Please copy all of the entries exactly, but drop every picture.

Start of Block

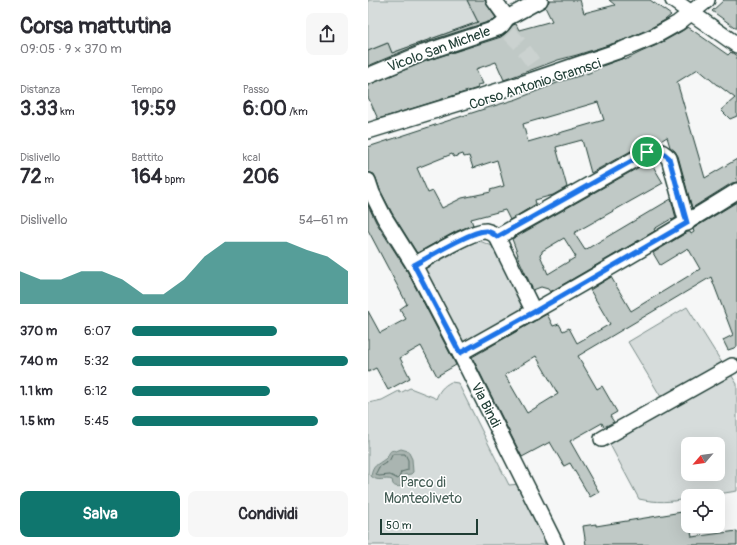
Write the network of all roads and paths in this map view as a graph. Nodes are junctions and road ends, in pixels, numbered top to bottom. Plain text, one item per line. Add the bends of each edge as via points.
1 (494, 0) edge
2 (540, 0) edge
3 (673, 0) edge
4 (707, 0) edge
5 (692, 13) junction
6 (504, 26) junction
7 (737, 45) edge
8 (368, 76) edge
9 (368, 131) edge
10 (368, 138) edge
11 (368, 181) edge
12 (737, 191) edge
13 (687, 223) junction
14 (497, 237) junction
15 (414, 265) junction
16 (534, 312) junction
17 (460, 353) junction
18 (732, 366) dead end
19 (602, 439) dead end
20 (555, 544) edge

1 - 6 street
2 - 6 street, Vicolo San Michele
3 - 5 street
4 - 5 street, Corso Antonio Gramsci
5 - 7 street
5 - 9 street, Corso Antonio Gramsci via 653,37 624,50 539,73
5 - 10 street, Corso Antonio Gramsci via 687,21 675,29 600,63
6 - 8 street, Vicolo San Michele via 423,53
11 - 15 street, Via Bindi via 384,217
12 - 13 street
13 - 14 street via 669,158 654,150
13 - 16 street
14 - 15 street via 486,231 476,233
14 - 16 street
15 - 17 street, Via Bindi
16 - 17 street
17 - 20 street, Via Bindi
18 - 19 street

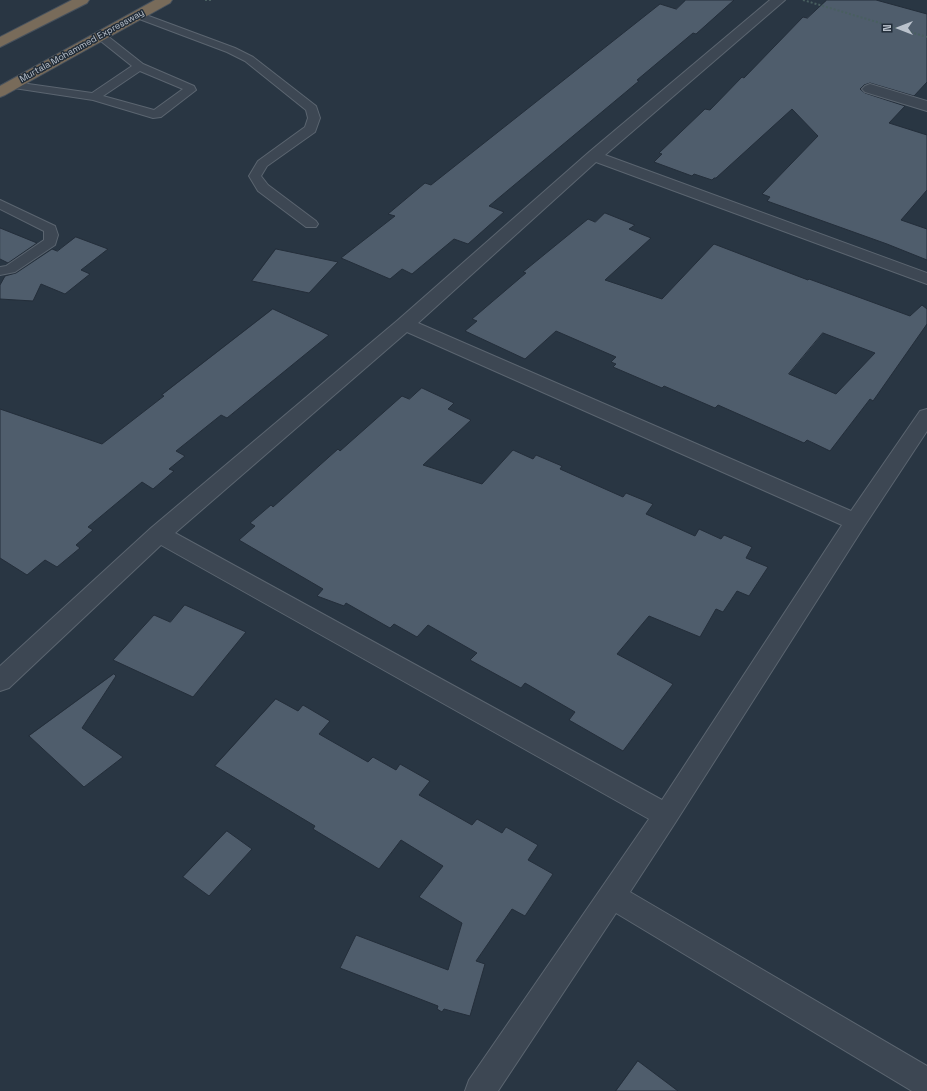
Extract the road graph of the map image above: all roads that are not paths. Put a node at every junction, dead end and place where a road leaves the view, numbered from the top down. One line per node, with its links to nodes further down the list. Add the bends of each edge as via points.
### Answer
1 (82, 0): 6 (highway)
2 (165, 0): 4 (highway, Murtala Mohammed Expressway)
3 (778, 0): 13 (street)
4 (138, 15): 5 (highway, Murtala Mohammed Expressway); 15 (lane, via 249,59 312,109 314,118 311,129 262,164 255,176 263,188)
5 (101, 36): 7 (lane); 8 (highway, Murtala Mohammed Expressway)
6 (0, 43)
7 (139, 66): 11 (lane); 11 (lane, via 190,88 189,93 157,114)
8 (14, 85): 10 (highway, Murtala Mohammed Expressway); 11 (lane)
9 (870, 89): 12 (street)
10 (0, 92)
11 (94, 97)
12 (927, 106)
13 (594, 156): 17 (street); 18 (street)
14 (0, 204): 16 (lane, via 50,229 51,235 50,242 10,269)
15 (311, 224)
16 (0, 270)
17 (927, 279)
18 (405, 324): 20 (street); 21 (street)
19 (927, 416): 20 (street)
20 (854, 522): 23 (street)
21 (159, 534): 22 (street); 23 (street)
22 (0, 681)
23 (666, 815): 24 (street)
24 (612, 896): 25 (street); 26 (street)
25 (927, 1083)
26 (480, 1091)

End of Block

_RESPONSE AREA_.
Write the network of all roads and paths in this map view as a graph. Nodes are junctions and road ends, in pixels, numbered top to bottom. Plain text, one item per line. Add the bends of each edge as via points.
1 (494, 0) edge
2 (540, 0) edge
3 (673, 0) edge
4 (707, 0) edge
5 (692, 13) junction
6 (504, 26) junction
7 (737, 45) edge
8 (368, 76) edge
9 (368, 131) edge
10 (368, 138) edge
11 (368, 181) edge
12 (737, 191) edge
13 (687, 223) junction
14 (497, 237) junction
15 (414, 265) junction
16 (534, 312) junction
17 (460, 353) junction
18 (732, 366) dead end
19 (602, 439) dead end
20 (555, 544) edge

1 - 6 street
2 - 6 street, Vicolo San Michele
3 - 5 street
4 - 5 street, Corso Antonio Gramsci
5 - 7 street
5 - 9 street, Corso Antonio Gramsci via 653,37 624,50 539,73
5 - 10 street, Corso Antonio Gramsci via 687,21 675,29 600,63
6 - 8 street, Vicolo San Michele via 423,53
11 - 15 street, Via Bindi via 384,217
12 - 13 street
13 - 14 street via 669,158 654,150
13 - 16 street
14 - 15 street via 486,231 476,233
14 - 16 street
15 - 17 street, Via Bindi
16 - 17 street
17 - 20 street, Via Bindi
18 - 19 street

Extract the road graph of the map image above: all roads that are not paths. Put a node at every junction, dead end and place where a road leaves the view, numbered from the top down. One line per node, with its links to nodes further down the list. Add the bends of each edge as via points.
### Answer
1 (82, 0): 6 (highway)
2 (165, 0): 4 (highway, Murtala Mohammed Expressway)
3 (778, 0): 13 (street)
4 (138, 15): 5 (highway, Murtala Mohammed Expressway); 15 (lane, via 249,59 312,109 314,118 311,129 262,164 255,176 263,188)
5 (101, 36): 7 (lane); 8 (highway, Murtala Mohammed Expressway)
6 (0, 43)
7 (139, 66): 11 (lane); 11 (lane, via 190,88 189,93 157,114)
8 (14, 85): 10 (highway, Murtala Mohammed Expressway); 11 (lane)
9 (870, 89): 12 (street)
10 (0, 92)
11 (94, 97)
12 (927, 106)
13 (594, 156): 17 (street); 18 (street)
14 (0, 204): 16 (lane, via 50,229 51,235 50,242 10,269)
15 (311, 224)
16 (0, 270)
17 (927, 279)
18 (405, 324): 20 (street); 21 (street)
19 (927, 416): 20 (street)
20 (854, 522): 23 (street)
21 (159, 534): 22 (street); 23 (street)
22 (0, 681)
23 (666, 815): 24 (street)
24 (612, 896): 25 (street); 26 (street)
25 (927, 1083)
26 (480, 1091)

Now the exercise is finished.